I spent about a week and a half in New York and Montreal, and the entire trip was a dream. In New York, I witnessed (and sang at!) the Central Park wedding of two old friends, discovered the magic of Inwood (aka upper upper upper Manhattan), walked mile upon glorious mile every day, shared an afternoon cocktail with the delightful director of the Daily Meal's Culinary Content Network, spent lots of time with friends, and ate terribly well.
In Montreal, homebase was an apartment in Mile-end, an area once old and modern, neighborhoody and super hip. The area felt so comfortable to me that I found myself thinking I could live there. (Then I remembered the merciless weather nine months out of the year. Yeah, no.) There's so much I could say about this trip: I watched as people breakdanced to French hip-hop in front of the Contemporary Art Museum downtown; I saw amazing street art everywhere; I trekked through green at gorgeous Parc du Mont-Royal, I had an ice cider tasting with local cheeses; I marveled at the sheer density of inviting cafes, and walked, walked, and walked some more. Here are some more highlights:
I should start out by mentioning Fitz & Folwell, the awesomest bike shop in the land. They offer a culinary walking tour (we like those here) of Mile End and Little Italy, and many of the stops below are from the tour. It's a fun way to spend a few hours, eat some good food, and walk lots. Our guide, Danny, was a doll, and they offer various bike tours in Montreal as well.
Juliette et Chocolat. Just ridiculous. So decadent, so delicious, and open until the wee hours of the night when absolutely no one needs to stuff more food into their body. But, my God, that fondant au chocolat, topped with both chocolate sauce and fleur de sel caramel sauce, and served with ice cream, was from another planet.
Travel for me always leads to lessons.
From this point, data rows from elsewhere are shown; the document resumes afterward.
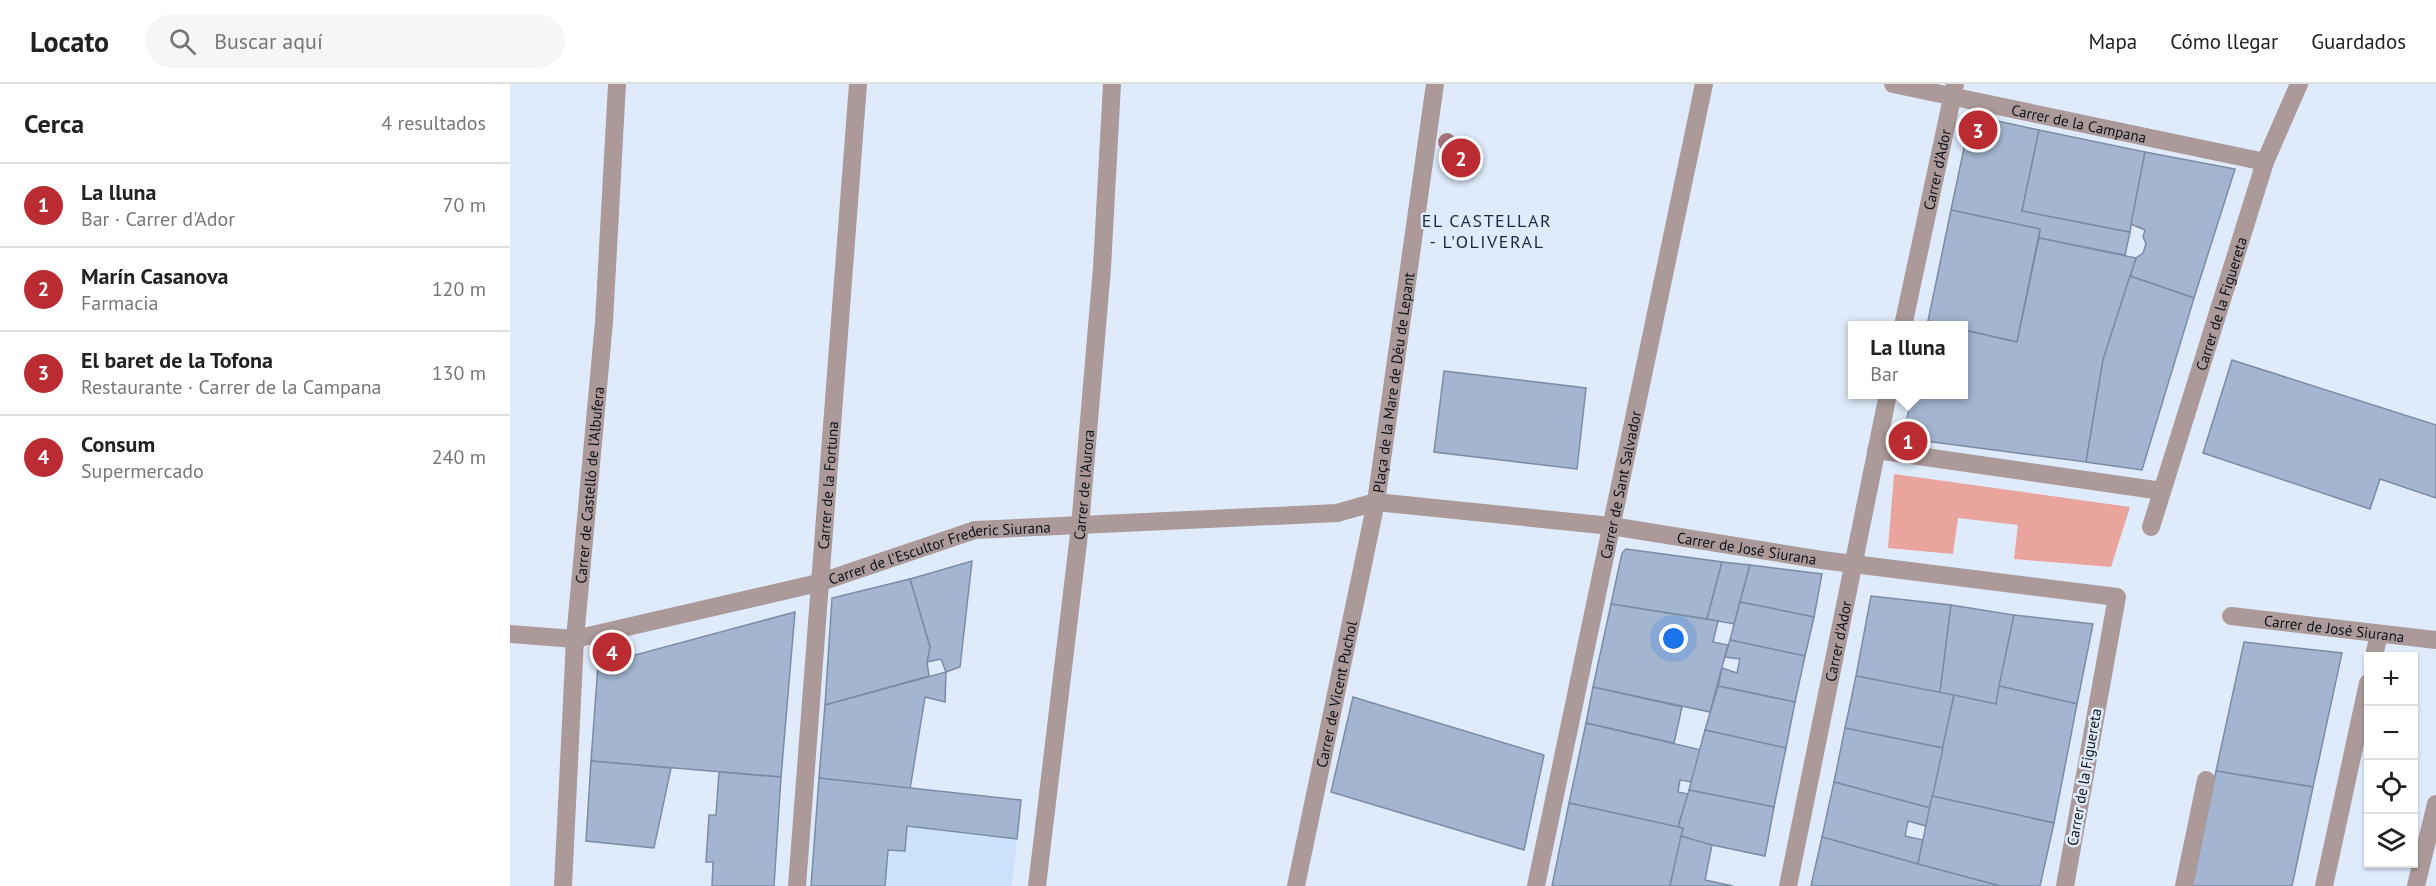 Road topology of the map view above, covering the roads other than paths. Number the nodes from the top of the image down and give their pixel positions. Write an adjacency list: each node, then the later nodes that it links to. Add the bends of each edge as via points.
1 (617, 84): 24 (street, Carrer de Castelló de l'Albufera, via 604,322)
2 (858, 84): 19 (street, Carrer de la Fortuna)
3 (1112, 84): 15 (street, Carrer de l'Aurora, via 1102,268)
4 (1435, 84): 14 (street, Plaça de la Mare de Déu de Lepant)
5 (1704, 84): 16 (street, Carrer de Sant Salvador)
6 (1893, 84): 8 (street, Carrer de la Campana)
7 (2299, 84): 9 (street, Carrer de la Figuereta)
8 (1953, 91): 9 (street, Carrer de la Campana); 10 (street, Carrer d'Ador)
9 (2265, 162): 13 (street, Carrer de la Figuereta)
10 (1904, 321)
11 (1887, 399): 12 (street, Carrer d'Ador)
12 (1876, 450): 13 (street); 18 (street, Carrer d'Ador)
13 (2162, 491): 17 (street, Carrer de la Figuereta)
14 (1376, 502): 15 (street, Carrer de l'Escultor Frederic Siurana, via 1337,513); 16 (street, Carrer de José Siurana); 33 (street, Carrer de Vicent Puchol)
15 (1080, 526): 19 (street, Carrer de l'Escultor Frederic Siurana, via 975,530); 32 (street, Carrer de l'Aurora)
16 (1611, 526): 18 (street, Carrer de José Siurana); 34 (street, Carrer de Sant Salvador)
17 (2151, 527)
18 (1855, 564): 20 (street, Carrer de José Siurana); 35 (street, Carrer d'Ador)
19 (818, 583): 24 (street, Carrer de l'Escultor Frederic Siurana); 31 (street, Carrer de la Fortuna)
20 (2117, 597): 36 (street, Carrer de la Figuereta)
21 (2231, 616): 22 (street, Carrer de José Siurana)
22 (2379, 633): 25 (street, Carrer de José Siurana); 26 (street)
23 (510, 634): 24 (street, Carrer de l'Escultor Frederic Siurana)
24 (575, 639): 30 (street, Carrer de Castelló de l'Albufera)
25 (2436, 640)
26 (2375, 652)
27 (2364, 701): 38 (street)
28 (2206, 780): 37 (street)
29 (2436, 804): 39 (street)
30 (563, 886)
31 (797, 886)
32 (1037, 886)
33 (1296, 886)
34 (1536, 886)
35 (1788, 886)
36 (2065, 886)
37 (2184, 886)
38 (2324, 886)
39 (2416, 886)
My last day in Montreal was a Sunday, and I spent it walking through the streets of Mile-End. It was truly a glorious day: the sun was shining, maybe for the very first time this year, and the streets were luminous. Everyone was out: walking dogs, making impromptu banners for Mother's Day, crowding into café terrasses on every street corner for brunch. Beautiful young hipsters feigned nonchalance as gaggles of Orthodox Jewish moms pushed strollers and chatted in Yiddish. This scene felt so familiar, and so dear to me, that as I walked through, I was bubbling with happiness. With slight differences in flavor, this could have been Williamsburg, or San Francisco, or more to the point, my own neighborhood of Los Feliz. I felt it then, and I've tried to bring it home with me: I am exactly where I should be. I just need to soak in it a little more: More walking always. More cafe time. Fewer items per day. Montreal couldn't be more charming. What's better than a trip that reminds you how good you have it at home?